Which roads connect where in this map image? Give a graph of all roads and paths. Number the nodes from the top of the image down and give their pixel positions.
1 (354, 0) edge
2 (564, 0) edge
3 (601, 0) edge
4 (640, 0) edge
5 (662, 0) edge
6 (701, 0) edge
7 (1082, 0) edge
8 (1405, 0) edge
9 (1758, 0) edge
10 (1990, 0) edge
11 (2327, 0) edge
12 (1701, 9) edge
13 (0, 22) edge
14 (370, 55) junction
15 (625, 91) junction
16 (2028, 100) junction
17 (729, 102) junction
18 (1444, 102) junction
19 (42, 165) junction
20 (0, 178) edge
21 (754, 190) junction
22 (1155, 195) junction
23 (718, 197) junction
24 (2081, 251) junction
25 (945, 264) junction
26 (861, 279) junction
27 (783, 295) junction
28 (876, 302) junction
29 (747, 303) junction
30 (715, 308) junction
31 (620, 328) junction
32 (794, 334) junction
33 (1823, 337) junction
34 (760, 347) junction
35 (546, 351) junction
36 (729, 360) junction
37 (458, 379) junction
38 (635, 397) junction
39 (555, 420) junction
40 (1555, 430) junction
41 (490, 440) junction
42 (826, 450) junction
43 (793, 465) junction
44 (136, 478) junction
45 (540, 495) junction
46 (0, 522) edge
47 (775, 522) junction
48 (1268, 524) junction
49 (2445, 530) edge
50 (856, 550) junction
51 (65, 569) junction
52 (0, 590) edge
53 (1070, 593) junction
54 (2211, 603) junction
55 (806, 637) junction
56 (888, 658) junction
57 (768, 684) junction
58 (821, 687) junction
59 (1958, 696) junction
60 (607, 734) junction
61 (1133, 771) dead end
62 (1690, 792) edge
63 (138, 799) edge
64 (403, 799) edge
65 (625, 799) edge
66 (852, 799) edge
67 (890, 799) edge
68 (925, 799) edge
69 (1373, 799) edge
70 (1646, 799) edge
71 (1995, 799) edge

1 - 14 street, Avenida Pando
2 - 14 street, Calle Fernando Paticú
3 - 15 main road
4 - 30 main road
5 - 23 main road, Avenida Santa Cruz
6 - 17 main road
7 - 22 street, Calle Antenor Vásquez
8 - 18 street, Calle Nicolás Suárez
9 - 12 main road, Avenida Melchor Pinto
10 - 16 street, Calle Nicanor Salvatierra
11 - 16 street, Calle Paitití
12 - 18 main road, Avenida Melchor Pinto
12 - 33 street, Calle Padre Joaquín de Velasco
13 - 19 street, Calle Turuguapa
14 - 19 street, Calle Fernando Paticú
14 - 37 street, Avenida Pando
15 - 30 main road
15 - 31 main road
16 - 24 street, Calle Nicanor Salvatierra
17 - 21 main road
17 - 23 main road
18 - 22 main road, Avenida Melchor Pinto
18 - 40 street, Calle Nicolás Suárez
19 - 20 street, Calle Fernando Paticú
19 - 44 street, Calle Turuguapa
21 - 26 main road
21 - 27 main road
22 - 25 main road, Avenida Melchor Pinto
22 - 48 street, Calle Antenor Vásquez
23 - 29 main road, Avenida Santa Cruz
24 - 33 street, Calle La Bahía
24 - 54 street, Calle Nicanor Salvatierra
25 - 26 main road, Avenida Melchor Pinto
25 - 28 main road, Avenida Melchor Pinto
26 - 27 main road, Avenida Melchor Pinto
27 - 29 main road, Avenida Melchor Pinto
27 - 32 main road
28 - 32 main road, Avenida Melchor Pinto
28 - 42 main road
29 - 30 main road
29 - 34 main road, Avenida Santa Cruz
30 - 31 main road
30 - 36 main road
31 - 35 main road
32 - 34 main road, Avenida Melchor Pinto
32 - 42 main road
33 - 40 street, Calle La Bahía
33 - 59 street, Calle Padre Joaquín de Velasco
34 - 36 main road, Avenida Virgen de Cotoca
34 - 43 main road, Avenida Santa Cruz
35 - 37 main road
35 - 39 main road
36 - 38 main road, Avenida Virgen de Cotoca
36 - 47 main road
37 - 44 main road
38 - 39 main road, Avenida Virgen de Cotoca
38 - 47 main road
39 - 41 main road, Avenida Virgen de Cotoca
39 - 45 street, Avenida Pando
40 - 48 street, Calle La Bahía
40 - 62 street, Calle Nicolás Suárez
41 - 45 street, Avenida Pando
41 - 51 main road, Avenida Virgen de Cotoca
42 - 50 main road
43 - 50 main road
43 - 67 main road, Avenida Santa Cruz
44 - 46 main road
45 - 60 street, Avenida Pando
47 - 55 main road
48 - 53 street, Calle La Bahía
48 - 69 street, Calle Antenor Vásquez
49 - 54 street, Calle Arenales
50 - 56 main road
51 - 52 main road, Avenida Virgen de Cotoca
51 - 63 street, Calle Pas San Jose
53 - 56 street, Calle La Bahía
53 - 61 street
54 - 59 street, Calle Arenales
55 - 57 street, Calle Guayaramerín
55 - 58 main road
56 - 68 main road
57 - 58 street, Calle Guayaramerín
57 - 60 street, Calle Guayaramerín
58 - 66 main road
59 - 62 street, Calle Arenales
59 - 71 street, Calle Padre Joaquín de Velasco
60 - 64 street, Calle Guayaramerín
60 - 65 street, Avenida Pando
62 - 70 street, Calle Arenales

TRY IT »
Without changing a word, write out each entry again.

ANSWER BELOW »
Which roads connect where in this map image? Give a graph of all roads and paths. Number the nodes from the top of the image down and give their pixel positions.
1 (354, 0) edge
2 (564, 0) edge
3 (601, 0) edge
4 (640, 0) edge
5 (662, 0) edge
6 (701, 0) edge
7 (1082, 0) edge
8 (1405, 0) edge
9 (1758, 0) edge
10 (1990, 0) edge
11 (2327, 0) edge
12 (1701, 9) edge
13 (0, 22) edge
14 (370, 55) junction
15 (625, 91) junction
16 (2028, 100) junction
17 (729, 102) junction
18 (1444, 102) junction
19 (42, 165) junction
20 (0, 178) edge
21 (754, 190) junction
22 (1155, 195) junction
23 (718, 197) junction
24 (2081, 251) junction
25 (945, 264) junction
26 (861, 279) junction
27 (783, 295) junction
28 (876, 302) junction
29 (747, 303) junction
30 (715, 308) junction
31 (620, 328) junction
32 (794, 334) junction
33 (1823, 337) junction
34 (760, 347) junction
35 (546, 351) junction
36 (729, 360) junction
37 (458, 379) junction
38 (635, 397) junction
39 (555, 420) junction
40 (1555, 430) junction
41 (490, 440) junction
42 (826, 450) junction
43 (793, 465) junction
44 (136, 478) junction
45 (540, 495) junction
46 (0, 522) edge
47 (775, 522) junction
48 (1268, 524) junction
49 (2445, 530) edge
50 (856, 550) junction
51 (65, 569) junction
52 (0, 590) edge
53 (1070, 593) junction
54 (2211, 603) junction
55 (806, 637) junction
56 (888, 658) junction
57 (768, 684) junction
58 (821, 687) junction
59 (1958, 696) junction
60 (607, 734) junction
61 (1133, 771) dead end
62 (1690, 792) edge
63 (138, 799) edge
64 (403, 799) edge
65 (625, 799) edge
66 (852, 799) edge
67 (890, 799) edge
68 (925, 799) edge
69 (1373, 799) edge
70 (1646, 799) edge
71 (1995, 799) edge

1 - 14 street, Avenida Pando
2 - 14 street, Calle Fernando Paticú
3 - 15 main road
4 - 30 main road
5 - 23 main road, Avenida Santa Cruz
6 - 17 main road
7 - 22 street, Calle Antenor Vásquez
8 - 18 street, Calle Nicolás Suárez
9 - 12 main road, Avenida Melchor Pinto
10 - 16 street, Calle Nicanor Salvatierra
11 - 16 street, Calle Paitití
12 - 18 main road, Avenida Melchor Pinto
12 - 33 street, Calle Padre Joaquín de Velasco
13 - 19 street, Calle Turuguapa
14 - 19 street, Calle Fernando Paticú
14 - 37 street, Avenida Pando
15 - 30 main road
15 - 31 main road
16 - 24 street, Calle Nicanor Salvatierra
17 - 21 main road
17 - 23 main road
18 - 22 main road, Avenida Melchor Pinto
18 - 40 street, Calle Nicolás Suárez
19 - 20 street, Calle Fernando Paticú
19 - 44 street, Calle Turuguapa
21 - 26 main road
21 - 27 main road
22 - 25 main road, Avenida Melchor Pinto
22 - 48 street, Calle Antenor Vásquez
23 - 29 main road, Avenida Santa Cruz
24 - 33 street, Calle La Bahía
24 - 54 street, Calle Nicanor Salvatierra
25 - 26 main road, Avenida Melchor Pinto
25 - 28 main road, Avenida Melchor Pinto
26 - 27 main road, Avenida Melchor Pinto
27 - 29 main road, Avenida Melchor Pinto
27 - 32 main road
28 - 32 main road, Avenida Melchor Pinto
28 - 42 main road
29 - 30 main road
29 - 34 main road, Avenida Santa Cruz
30 - 31 main road
30 - 36 main road
31 - 35 main road
32 - 34 main road, Avenida Melchor Pinto
32 - 42 main road
33 - 40 street, Calle La Bahía
33 - 59 street, Calle Padre Joaquín de Velasco
34 - 36 main road, Avenida Virgen de Cotoca
34 - 43 main road, Avenida Santa Cruz
35 - 37 main road
35 - 39 main road
36 - 38 main road, Avenida Virgen de Cotoca
36 - 47 main road
37 - 44 main road
38 - 39 main road, Avenida Virgen de Cotoca
38 - 47 main road
39 - 41 main road, Avenida Virgen de Cotoca
39 - 45 street, Avenida Pando
40 - 48 street, Calle La Bahía
40 - 62 street, Calle Nicolás Suárez
41 - 45 street, Avenida Pando
41 - 51 main road, Avenida Virgen de Cotoca
42 - 50 main road
43 - 50 main road
43 - 67 main road, Avenida Santa Cruz
44 - 46 main road
45 - 60 street, Avenida Pando
47 - 55 main road
48 - 53 street, Calle La Bahía
48 - 69 street, Calle Antenor Vásquez
49 - 54 street, Calle Arenales
50 - 56 main road
51 - 52 main road, Avenida Virgen de Cotoca
51 - 63 street, Calle Pas San Jose
53 - 56 street, Calle La Bahía
53 - 61 street
54 - 59 street, Calle Arenales
55 - 57 street, Calle Guayaramerín
55 - 58 main road
56 - 68 main road
57 - 58 street, Calle Guayaramerín
57 - 60 street, Calle Guayaramerín
58 - 66 main road
59 - 62 street, Calle Arenales
59 - 71 street, Calle Padre Joaquín de Velasco
60 - 64 street, Calle Guayaramerín
60 - 65 street, Avenida Pando
62 - 70 street, Calle Arenales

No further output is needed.